Le discours officiel du président d'un pays européen pour chanter les louanges d'une milice pro-nazie, celle créée par le nationaliste Stepan Bandera, n'offusque apparemment personne, à Bruxelles ou ailleurs
Bien au contraire. La marche de Kiev ne peut en aucun cas être considérée comme un événement qui irait à l'encontre de l'événement officiel, comme on peut, par contre, l'affirmer pour la marche à Varsovie, certains propos extrémistes tenus pendant celle-ci n'ayant rien à voir avec l'indépendance de la Pologne en 1918. A Kiev, la marche non officielle était en harmonie totale avec l'esprit et la lettre de la commémoration officielle, par le président Porochenko de la création de l'Armée insurrectionnelle ukrainienne (UPA) le 14 octobre 1942. Le président ukrainien, dans son discours devant l'armée, a loué l'UPA qui, pourtant, s'était illustrée dans le philo-nazisme et l'antisémitisme pendant la guerre. Il est allé jusqu'à dépeindre les soldats de l'UPA comme une inspiration pour la lutte nationale d'aujourd'hui.
Le discours officiel du président d'un pays européen pour chanter les louanges d'une milice pro-nazie, celle créée par le nationaliste Stepan Bandera, n'offusque apparemment personne, à Bruxelles ou ailleurs. A la différence de la marche à Varsovie, où les débordements qui ont pu avoir eu lieu étaient parfaitement fortuits et sans rapport avec la fête officielle, la marche à Kiev faisait partie intégrante de la commémoration officielle de la création de l'armée bandériste. Elle a été organisée, entre autres, par le bataillon Azov, milice néonazie intégrée en 2014 dans les forces armées de l'Etat ukrainien. Elle s'inscrivait dans la droite ligne du discours prononcé par le président Porochenko devant ses militaires.

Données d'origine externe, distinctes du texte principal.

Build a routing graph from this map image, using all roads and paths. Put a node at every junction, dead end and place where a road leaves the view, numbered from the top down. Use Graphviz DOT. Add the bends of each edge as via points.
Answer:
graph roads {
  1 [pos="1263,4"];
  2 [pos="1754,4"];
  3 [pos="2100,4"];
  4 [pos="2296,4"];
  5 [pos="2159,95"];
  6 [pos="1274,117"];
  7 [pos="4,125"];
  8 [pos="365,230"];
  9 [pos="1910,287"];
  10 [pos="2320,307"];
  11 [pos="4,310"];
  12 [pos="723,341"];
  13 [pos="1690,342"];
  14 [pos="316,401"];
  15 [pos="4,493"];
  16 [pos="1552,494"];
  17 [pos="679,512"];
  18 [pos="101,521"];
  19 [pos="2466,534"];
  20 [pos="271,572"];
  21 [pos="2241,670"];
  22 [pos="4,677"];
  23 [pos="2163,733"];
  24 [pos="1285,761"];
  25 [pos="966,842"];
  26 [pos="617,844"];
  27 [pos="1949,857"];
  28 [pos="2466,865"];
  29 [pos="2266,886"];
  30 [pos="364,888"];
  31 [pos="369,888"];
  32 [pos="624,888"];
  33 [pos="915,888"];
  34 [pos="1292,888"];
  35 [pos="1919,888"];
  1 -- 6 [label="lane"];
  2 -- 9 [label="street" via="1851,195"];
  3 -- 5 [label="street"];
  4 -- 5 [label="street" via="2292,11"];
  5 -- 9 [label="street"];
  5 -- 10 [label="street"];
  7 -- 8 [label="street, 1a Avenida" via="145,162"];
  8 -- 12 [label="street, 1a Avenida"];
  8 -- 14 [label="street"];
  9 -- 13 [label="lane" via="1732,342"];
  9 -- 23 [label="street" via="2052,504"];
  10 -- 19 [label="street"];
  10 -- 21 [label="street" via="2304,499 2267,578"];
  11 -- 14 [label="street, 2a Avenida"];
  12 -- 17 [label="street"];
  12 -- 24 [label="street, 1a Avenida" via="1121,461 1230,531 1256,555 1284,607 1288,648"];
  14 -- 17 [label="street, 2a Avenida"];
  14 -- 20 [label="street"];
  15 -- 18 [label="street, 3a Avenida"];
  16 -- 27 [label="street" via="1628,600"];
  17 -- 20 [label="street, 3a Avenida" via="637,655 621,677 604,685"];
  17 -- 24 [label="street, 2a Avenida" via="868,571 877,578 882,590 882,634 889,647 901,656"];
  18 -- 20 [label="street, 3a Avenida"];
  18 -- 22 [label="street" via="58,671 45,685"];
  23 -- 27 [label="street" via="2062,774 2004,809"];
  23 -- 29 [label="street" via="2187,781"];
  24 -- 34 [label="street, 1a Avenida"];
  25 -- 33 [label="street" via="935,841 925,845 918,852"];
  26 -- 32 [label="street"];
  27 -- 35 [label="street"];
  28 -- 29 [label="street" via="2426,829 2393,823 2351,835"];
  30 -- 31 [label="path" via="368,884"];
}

Tout comme pendant le Maïdan, quand l'Occident faisait la sourde oreille devant la présence de groupes armés parmi les manifestants, un nouveau petit flirt avec le néonazisme passe, aujourd'hui encore, sous le radar parce qu'il est dirigé contre la Russie
Cette indulgence à l'égard de la politique officielle de l'Etat ukrainien, qui consiste à encourager la mémoire d'une milice coupable d'atroces massacres pendant la Seconde Guerre mondiale et qui a collaboré avec les Einsatzgruppen allemands pour tuer des Juifs (même si elle se retournera plus tard contre l'occupant allemand) n'a qu'une explication. Tout comme pendant le Maïdan, quand l'Occident faisait la sourde oreille devant la présence de groupes armés parmi les manifestants, un nouveau petit flirt avec le néo-nazisme passe, aujourd'hui encore, sous le radar parce qu'il est dirigé contre la Russie.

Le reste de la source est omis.